If you discover a suspicious looking financial product, please contact us:
The company called on the government to include financial scams in upcoming ‘online damages’ legislation, which is currently in the consultation phase, or to propose new legislation to protect consumers.
This is Money has also been warning of case cloning in recent times.
In November 2019, we warned that scammers had forged Shawbrook Bank – a name that regularly tops our best-buy tables, in an effort to trick people into their money.
And in April 2019, we were tipped off by a reader about the existence of another group of fraudsters posing as belonging to a legitimate financial firm, ABN Amro.
We later found that three people collectively lost more than £ 72,000 in the period between when ABN Amro notified the FCA and the regulator that blacklisted the cloning company.
The IA is working closely with its members to ensure that the government brings investment scams into the online Harms Act before it is passed by parliament.
It wants to ensure that legislation on identifying and ending investment scams is ‘robust,’ the group adds.
Meanwhile, its members report cases to police and regulators, share information with government and agencies such as UK Finance, and post warnings on their websites.
The IA recommends that victims of clone scams contact their bank to see if they can be reimbursed under the ‘Contingent Reimbursement Model’ scheme, or if they have made credit card payments to contact their provider for help.
Chris Cummings, chief executive of the IA, said: “In a year of uncertainty, organized criminals have sought opportunities for adversity by trying to defraud investors of their hard-earned savings.
“The asset management industry is working closely with law enforcement and regulators to stop these scams, and is working with our partners in the government to shut them down and prevent them from being advertised at all.”
The IA says the National Crime Agency’s advice is to:
– Stop: Taking a moment to stop and think before parting with your money or information can keep you safe;
– Challenge: Could it be fake?
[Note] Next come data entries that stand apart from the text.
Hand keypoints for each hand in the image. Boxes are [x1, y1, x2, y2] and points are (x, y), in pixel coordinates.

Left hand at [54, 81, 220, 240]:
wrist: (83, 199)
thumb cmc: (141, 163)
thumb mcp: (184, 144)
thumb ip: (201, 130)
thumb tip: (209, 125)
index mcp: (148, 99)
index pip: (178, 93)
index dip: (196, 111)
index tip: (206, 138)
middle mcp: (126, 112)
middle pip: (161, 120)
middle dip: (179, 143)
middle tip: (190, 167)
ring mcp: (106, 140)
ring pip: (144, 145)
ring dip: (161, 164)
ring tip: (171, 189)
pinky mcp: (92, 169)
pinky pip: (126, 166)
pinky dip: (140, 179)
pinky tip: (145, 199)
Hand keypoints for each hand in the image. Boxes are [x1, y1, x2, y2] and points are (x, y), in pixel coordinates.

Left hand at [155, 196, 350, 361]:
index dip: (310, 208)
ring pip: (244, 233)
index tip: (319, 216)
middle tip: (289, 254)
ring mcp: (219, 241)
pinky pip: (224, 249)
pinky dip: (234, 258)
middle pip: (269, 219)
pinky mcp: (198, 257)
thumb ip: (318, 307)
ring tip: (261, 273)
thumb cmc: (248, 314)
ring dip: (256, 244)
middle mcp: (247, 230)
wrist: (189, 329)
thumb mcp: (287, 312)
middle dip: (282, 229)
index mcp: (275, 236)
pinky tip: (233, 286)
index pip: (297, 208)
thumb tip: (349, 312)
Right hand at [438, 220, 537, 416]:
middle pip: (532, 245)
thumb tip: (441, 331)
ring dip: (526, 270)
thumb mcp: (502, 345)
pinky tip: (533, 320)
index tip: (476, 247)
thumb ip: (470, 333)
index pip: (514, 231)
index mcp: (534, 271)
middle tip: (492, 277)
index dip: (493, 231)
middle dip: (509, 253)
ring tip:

It’s okay to decline, deny, or ignore requests. Only criminals will try to rush or panic;
– Protect: Contact your investment manager immediately if you believe you have fallen for a scam and report it to Action Fraud. Contact your bank as soon as possible if you think you have transferred money to a scam.
A government spokesperson said, “We recognize concerns about the growth in scale and complexity of online scams and fraud.
“Together with industry, regulators and law enforcement partners, we continue to chase fraudsters, close the vulnerabilities they exploit and ensure that people have the information they need to spot and report scams.”
The government’s response to the online claims consultation is planned soon, and will set out the final details of what will be included in the legislation.
Last year, the Department of Digital, Culture, Media and Sports announced it would consider how online advertising would be regulated, and it is currently gathering evidence.